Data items
==============================

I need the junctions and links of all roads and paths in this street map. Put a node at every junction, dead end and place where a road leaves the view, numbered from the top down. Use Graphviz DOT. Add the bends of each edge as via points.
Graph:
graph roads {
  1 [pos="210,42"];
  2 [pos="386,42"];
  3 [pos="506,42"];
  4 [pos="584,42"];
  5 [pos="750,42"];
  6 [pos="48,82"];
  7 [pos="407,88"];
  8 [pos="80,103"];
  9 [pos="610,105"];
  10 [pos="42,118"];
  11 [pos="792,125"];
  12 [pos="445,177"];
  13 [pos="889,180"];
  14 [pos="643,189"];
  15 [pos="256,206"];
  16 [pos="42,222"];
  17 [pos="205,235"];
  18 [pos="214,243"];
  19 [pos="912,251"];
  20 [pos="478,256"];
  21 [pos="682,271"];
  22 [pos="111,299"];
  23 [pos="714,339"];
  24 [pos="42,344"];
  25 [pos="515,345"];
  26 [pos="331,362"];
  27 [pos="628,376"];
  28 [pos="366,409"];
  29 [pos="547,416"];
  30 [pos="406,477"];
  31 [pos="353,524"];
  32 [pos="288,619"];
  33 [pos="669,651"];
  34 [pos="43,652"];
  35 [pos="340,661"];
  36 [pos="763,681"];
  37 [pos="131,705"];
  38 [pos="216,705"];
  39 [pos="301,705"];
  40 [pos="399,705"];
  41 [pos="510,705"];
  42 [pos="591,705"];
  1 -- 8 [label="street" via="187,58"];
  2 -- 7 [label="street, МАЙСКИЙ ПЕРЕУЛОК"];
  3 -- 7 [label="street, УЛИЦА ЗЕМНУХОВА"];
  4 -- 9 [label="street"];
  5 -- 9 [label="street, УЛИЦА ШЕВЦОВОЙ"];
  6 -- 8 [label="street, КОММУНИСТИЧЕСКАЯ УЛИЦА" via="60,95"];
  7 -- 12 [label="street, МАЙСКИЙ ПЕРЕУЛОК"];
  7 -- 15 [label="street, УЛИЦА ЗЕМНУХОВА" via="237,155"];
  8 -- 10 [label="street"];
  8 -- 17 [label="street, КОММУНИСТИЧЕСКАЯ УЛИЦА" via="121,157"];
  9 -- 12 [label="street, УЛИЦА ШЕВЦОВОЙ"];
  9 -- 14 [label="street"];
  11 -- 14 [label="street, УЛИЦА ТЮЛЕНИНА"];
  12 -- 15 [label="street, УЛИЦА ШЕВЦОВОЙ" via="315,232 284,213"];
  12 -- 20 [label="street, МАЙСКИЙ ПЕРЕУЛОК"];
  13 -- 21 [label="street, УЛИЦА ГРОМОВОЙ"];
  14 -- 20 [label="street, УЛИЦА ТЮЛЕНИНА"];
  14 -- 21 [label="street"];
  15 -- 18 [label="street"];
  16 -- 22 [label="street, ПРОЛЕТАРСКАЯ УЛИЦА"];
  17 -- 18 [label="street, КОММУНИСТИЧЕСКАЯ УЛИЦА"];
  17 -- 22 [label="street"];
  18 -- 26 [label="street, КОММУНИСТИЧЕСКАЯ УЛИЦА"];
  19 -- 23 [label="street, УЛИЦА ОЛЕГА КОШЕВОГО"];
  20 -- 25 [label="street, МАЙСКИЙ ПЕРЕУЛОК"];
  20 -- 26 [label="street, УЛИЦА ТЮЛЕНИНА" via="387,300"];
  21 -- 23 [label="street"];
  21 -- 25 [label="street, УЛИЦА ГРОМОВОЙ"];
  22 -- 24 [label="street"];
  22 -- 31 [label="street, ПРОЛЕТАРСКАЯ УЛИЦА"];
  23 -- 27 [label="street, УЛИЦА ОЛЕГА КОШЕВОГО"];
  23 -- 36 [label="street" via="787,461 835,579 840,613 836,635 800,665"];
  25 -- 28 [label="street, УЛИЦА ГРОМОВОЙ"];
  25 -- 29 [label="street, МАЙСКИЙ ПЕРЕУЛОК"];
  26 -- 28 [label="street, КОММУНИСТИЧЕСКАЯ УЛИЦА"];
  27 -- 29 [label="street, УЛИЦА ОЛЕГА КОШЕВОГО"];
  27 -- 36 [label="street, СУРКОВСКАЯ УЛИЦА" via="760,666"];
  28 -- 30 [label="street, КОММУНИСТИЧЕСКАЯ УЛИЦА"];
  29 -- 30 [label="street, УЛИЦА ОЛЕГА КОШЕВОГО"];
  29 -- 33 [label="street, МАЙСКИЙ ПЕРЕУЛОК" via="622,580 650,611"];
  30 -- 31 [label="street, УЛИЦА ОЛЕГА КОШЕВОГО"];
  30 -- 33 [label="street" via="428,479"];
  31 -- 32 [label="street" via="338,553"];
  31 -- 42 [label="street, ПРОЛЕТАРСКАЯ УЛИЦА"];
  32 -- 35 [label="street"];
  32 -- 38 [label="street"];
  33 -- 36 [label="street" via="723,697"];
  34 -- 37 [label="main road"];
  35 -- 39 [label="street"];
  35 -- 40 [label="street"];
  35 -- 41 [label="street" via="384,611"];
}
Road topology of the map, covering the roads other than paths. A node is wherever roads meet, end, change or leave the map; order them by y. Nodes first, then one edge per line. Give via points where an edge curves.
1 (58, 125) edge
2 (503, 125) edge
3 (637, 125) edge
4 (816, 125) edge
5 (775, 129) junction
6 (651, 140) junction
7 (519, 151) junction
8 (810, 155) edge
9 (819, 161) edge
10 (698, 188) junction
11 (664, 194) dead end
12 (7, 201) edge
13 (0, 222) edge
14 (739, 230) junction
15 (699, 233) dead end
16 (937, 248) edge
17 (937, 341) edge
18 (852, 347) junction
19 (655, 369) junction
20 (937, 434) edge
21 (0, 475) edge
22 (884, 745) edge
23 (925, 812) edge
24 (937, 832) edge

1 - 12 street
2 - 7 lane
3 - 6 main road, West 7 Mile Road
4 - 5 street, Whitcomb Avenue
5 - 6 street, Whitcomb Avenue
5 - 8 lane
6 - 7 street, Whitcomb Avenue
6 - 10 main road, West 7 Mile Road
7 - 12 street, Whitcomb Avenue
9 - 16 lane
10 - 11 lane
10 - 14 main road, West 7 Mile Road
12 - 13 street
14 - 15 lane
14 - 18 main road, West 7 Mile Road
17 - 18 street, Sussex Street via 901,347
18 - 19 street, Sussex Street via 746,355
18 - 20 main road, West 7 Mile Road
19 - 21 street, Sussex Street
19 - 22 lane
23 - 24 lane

==============================

### PROBLEM DETAILS
Output only the lines from the one that contains "Road topology of" through the last line of the data above, each restated exactly.

### ANSWER TO THE EXERCISE
Road topology of the map, covering the roads other than paths. A node is wherever roads meet, end, change or leave the map; order them by y. Nodes first, then one edge per line. Give via points where an edge curves.
1 (58, 125) edge
2 (503, 125) edge
3 (637, 125) edge
4 (816, 125) edge
5 (775, 129) junction
6 (651, 140) junction
7 (519, 151) junction
8 (810, 155) edge
9 (819, 161) edge
10 (698, 188) junction
11 (664, 194) dead end
12 (7, 201) edge
13 (0, 222) edge
14 (739, 230) junction
15 (699, 233) dead end
16 (937, 248) edge
17 (937, 341) edge
18 (852, 347) junction
19 (655, 369) junction
20 (937, 434) edge
21 (0, 475) edge
22 (884, 745) edge
23 (925, 812) edge
24 (937, 832) edge

1 - 12 street
2 - 7 lane
3 - 6 main road, West 7 Mile Road
4 - 5 street, Whitcomb Avenue
5 - 6 street, Whitcomb Avenue
5 - 8 lane
6 - 7 street, Whitcomb Avenue
6 - 10 main road, West 7 Mile Road
7 - 12 street, Whitcomb Avenue
9 - 16 lane
10 - 11 lane
10 - 14 main road, West 7 Mile Road
12 - 13 street
14 - 15 lane
14 - 18 main road, West 7 Mile Road
17 - 18 street, Sussex Street via 901,347
18 - 19 street, Sussex Street via 746,355
18 - 20 main road, West 7 Mile Road
19 - 21 street, Sussex Street
19 - 22 lane
23 - 24 lane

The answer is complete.